Additionally, during 2002, OIP provided policy guidance to agencies also on such subjects as the impact of the amendment to the Freedom of Information Act that was enacted late in the year as part of the Intelligence Authorization Act for Fiscal Year 2003, Pub. L. No. 107-306, 116 Stat. 2383, 312 (2002) (to be codified at 5 U.S.C. 552(a)(3)(A), (E)), see FOIA Post, "FOIA Amended by Intelligence Authorization Bill" (posted 12/23/02); the potential use by agencies of the National Technical Information Service (NTIS) as an alternative, highly efficient means of information dissemination through its "superseding" fee schedules, see FOIA Post, "NTIS: An Available Means of Record Disclosure" (posted 8/30/02; supplemented 9/23/02); and on the practices that should be followed by all agencies in their use of "cut-off" dates for determining the scope of records properly responsive to a FOIA request in relation to the search that is conducted, see Freedom of Information Act Guide & Privacy Act Overview (May 2002), at 46-47.

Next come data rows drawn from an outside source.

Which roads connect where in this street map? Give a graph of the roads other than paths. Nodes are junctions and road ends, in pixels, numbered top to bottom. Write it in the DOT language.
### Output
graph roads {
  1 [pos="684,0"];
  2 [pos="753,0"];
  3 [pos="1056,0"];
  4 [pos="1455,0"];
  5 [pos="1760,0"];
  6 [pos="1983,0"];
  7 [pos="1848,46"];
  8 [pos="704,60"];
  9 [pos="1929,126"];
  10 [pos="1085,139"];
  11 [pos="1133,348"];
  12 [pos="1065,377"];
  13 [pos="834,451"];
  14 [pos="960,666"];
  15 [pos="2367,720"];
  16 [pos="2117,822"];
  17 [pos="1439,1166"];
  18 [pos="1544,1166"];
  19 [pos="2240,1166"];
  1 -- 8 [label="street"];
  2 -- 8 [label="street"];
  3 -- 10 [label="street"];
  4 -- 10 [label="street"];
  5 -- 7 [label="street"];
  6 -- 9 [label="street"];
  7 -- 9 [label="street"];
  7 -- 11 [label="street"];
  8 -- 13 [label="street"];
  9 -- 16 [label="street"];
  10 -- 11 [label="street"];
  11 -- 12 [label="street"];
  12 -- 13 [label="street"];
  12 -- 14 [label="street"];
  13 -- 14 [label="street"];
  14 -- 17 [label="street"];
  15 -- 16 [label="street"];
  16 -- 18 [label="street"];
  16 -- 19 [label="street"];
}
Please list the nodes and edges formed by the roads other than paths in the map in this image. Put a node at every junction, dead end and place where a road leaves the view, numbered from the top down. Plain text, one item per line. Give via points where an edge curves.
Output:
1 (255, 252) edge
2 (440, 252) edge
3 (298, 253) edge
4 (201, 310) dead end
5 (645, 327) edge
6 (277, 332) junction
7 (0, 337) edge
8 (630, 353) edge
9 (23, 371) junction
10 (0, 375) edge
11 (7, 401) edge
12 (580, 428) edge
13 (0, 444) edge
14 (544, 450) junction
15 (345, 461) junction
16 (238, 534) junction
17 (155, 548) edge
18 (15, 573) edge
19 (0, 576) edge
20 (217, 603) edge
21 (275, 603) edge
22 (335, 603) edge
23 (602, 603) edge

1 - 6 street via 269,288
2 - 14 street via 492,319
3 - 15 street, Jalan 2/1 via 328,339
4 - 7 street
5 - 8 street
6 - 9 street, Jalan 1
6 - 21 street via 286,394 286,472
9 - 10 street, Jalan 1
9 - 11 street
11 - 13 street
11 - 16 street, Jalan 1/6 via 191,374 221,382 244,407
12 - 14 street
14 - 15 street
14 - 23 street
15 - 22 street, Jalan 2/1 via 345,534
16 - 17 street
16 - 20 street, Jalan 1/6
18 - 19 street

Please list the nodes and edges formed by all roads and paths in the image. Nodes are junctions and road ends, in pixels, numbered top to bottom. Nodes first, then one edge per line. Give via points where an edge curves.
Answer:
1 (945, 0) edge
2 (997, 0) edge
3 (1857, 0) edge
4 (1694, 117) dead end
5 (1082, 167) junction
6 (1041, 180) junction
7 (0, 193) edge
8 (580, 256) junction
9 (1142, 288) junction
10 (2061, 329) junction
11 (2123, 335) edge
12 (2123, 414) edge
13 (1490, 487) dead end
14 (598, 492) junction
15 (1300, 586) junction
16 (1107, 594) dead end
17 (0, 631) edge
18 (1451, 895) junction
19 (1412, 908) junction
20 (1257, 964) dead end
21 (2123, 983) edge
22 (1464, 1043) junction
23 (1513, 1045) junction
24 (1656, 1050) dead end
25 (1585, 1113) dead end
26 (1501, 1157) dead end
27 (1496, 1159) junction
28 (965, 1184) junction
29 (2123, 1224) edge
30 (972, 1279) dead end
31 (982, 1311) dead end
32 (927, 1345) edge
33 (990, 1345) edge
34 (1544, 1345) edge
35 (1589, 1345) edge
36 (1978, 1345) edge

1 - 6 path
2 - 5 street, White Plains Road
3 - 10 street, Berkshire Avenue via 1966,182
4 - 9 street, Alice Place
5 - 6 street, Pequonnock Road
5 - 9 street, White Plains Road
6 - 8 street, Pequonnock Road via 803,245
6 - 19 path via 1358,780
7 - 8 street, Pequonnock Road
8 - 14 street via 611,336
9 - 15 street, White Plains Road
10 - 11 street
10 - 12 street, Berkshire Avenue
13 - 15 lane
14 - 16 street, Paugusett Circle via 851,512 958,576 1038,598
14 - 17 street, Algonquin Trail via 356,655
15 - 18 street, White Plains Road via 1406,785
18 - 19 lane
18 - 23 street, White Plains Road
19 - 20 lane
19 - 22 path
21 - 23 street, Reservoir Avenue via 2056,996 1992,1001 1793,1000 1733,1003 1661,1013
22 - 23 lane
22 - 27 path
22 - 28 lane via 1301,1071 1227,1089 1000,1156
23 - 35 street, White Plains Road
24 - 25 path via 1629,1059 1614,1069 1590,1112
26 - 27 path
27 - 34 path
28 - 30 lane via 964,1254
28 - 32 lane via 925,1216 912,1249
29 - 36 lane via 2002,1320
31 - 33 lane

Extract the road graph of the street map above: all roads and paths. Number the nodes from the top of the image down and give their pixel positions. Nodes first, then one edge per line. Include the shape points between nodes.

(d) Additional FOIA Reference Materials

In 2002, OIP published a new edition of its longstanding FOIA reference volume, the Freedom of Information Case List, which has been used as a reference tool by both those inside and those outside of the federal government for more than two decades. This volume contains a comprehensive list of court decisions in access cases, which are indexed according to specific FOIA exemptions and other topics. In the May 2002 edition, the number of decisions listed and indexed in this volume surpassed 5000. In addition to cases decided under the FOIA, this volume also included (1) lists of cases decided under the Privacy Act of 1974, the Federal Advisory Committee Act, and the Government in the Sunshine Act; (2) an "overview" FOIA case list and a list of "reverse" FOIA cases; (3) a chronological list of related law review articles; (4) an updated topical index of all FOIA cases listed; and (5) the full texts of the four major federal access statutes.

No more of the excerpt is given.